| Brief |
Copy all lines containing the string "Left" from the records below.

** Opening Source data block **

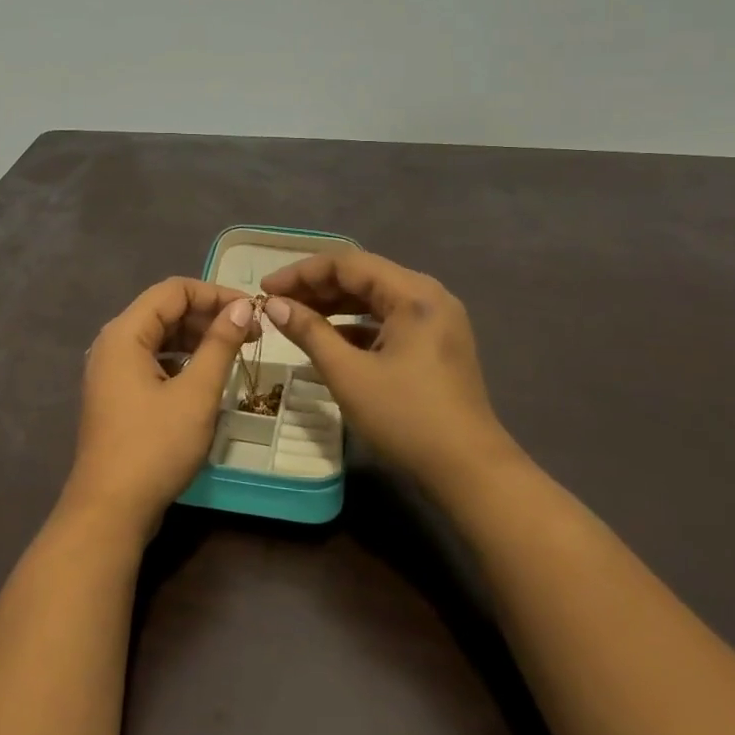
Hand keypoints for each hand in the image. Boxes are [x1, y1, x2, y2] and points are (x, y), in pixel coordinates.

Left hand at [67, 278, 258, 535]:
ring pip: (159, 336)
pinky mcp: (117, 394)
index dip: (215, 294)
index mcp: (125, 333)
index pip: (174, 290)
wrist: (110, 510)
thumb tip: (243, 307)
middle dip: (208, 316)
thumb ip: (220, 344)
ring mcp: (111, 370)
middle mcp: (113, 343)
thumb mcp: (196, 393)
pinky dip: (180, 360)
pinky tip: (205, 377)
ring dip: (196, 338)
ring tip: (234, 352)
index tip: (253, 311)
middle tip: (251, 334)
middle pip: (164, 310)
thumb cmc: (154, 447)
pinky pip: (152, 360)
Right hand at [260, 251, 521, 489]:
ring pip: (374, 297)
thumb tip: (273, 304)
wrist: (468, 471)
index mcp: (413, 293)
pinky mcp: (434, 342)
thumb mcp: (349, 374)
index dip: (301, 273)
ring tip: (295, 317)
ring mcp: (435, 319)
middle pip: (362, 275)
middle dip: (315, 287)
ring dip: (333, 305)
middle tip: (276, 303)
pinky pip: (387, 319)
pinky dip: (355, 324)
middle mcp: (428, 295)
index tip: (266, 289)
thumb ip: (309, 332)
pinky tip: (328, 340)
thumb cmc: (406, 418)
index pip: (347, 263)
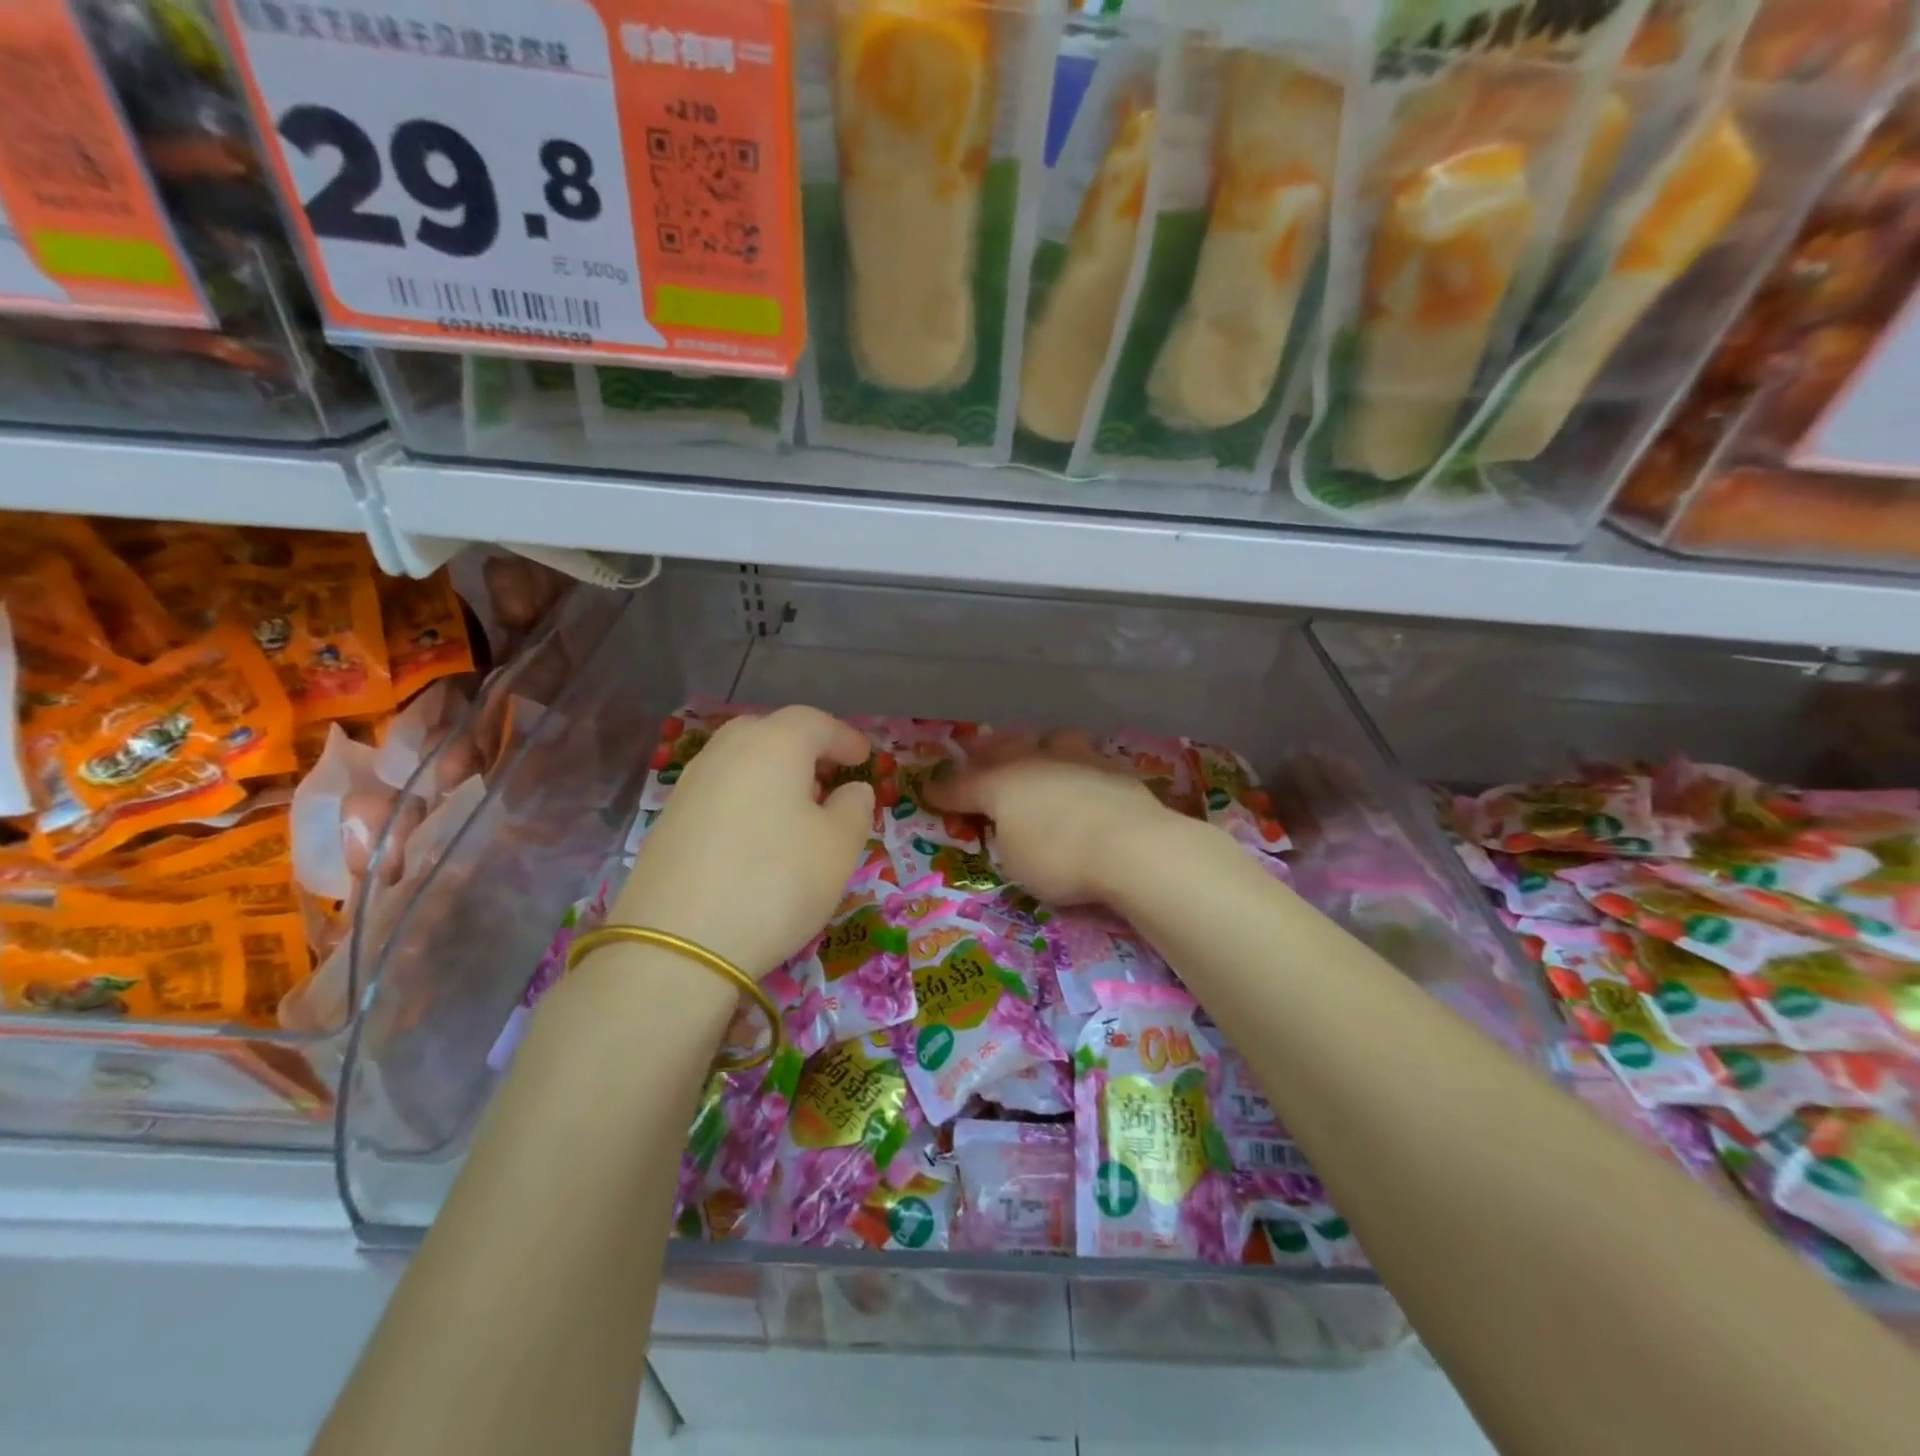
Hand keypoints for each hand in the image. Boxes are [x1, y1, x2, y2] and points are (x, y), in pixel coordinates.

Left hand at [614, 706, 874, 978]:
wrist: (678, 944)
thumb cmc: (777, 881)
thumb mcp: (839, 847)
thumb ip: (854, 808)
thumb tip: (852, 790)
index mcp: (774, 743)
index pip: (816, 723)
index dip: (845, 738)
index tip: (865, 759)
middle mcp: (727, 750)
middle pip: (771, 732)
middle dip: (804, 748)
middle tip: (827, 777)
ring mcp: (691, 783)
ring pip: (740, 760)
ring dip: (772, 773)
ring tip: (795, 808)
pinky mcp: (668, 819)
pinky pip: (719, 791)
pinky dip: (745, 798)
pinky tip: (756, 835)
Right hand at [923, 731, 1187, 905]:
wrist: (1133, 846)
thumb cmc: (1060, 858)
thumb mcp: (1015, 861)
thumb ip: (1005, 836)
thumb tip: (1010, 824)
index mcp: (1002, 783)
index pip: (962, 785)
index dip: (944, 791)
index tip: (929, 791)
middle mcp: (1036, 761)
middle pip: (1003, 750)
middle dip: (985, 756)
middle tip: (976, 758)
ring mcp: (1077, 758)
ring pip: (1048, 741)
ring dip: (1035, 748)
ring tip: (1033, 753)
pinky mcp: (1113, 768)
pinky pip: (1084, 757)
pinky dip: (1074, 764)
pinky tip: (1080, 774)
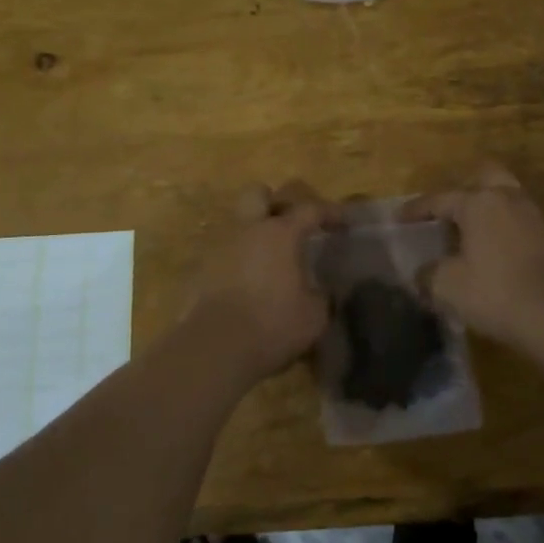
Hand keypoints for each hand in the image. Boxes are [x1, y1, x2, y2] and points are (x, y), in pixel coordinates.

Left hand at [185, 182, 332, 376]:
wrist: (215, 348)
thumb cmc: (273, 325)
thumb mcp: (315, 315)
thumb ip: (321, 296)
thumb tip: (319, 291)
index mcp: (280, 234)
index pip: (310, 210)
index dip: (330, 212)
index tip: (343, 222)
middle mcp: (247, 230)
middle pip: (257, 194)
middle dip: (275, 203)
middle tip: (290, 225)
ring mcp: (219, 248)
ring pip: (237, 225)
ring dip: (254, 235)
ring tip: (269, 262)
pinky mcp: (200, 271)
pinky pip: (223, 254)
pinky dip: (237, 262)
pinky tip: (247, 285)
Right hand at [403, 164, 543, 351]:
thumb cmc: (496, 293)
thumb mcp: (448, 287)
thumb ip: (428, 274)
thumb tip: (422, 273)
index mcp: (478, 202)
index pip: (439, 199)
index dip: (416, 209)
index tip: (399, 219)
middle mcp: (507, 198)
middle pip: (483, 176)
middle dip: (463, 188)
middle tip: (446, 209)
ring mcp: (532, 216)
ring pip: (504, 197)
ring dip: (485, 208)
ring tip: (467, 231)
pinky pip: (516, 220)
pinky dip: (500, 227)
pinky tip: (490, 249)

** Closing Source data block **

| Response area |
Left hand at [67, 278, 258, 535]:
Left hand at [614, 706, 874, 978]:
Left hand at [185, 182, 332, 376]:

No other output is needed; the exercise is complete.